さて、そんな流れで今も続くファンタジックフェスタのDJブース。全員ラジオメイン校だからと余裕かましてたけど、実はこの編成、ちっとも余裕じゃないと気付く。ラジオメイン校のメンバーが揃うということは、一定以上の物が求められているということ。気付くのがやや遅かった。

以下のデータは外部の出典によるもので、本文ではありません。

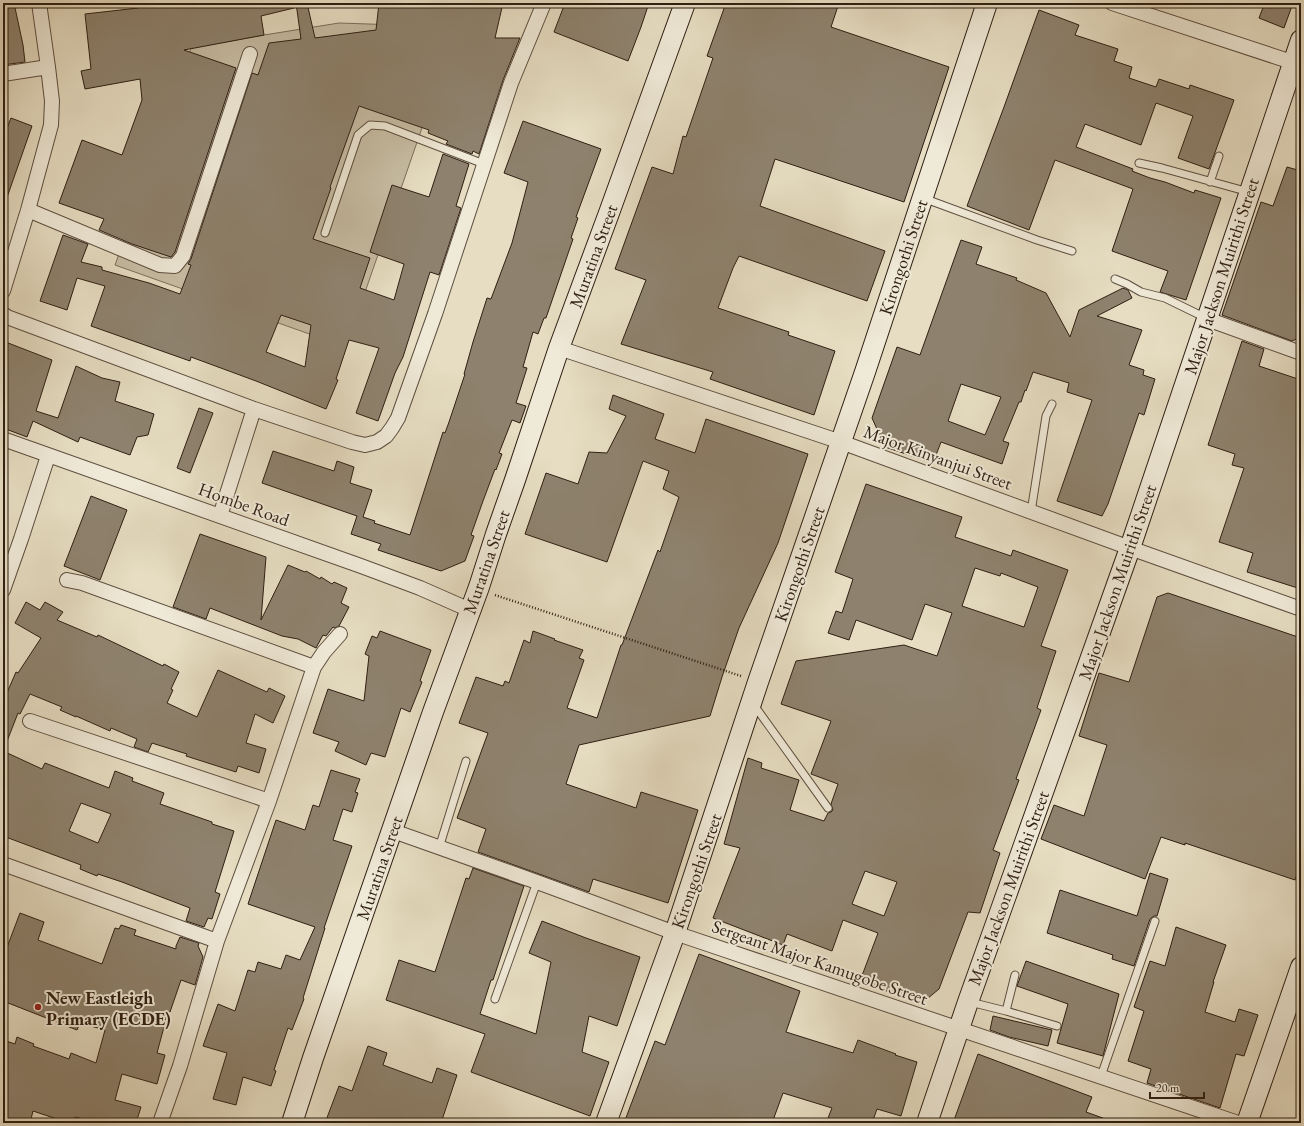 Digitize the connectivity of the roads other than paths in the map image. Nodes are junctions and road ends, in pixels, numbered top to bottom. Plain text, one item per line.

「奈々先輩、大人の事情でウチの班の番組が急に100分になったりしませんよね?」
「さすがに大丈夫なはずッ! ……うん、大丈夫なはず? でも何かあった場合のリカバリーを求められるのってウチのような気がしてきたーッ! ミキサーの腕が問われるーッ! えっ何なの? ミドリの陰謀!? 助けてーッ、神ーッ!」
end.
++++
実は恋バナしてる場合じゃなかった。
大学構成的にはPhase1FF高崎班(A:高崎・坂井さん/M:りっちゃん)と同じ編成。
あと星大に変人が多いのはガチ。話の上では最近おとなしいけどこれはガチ。ソースはフェーズ1情報センター。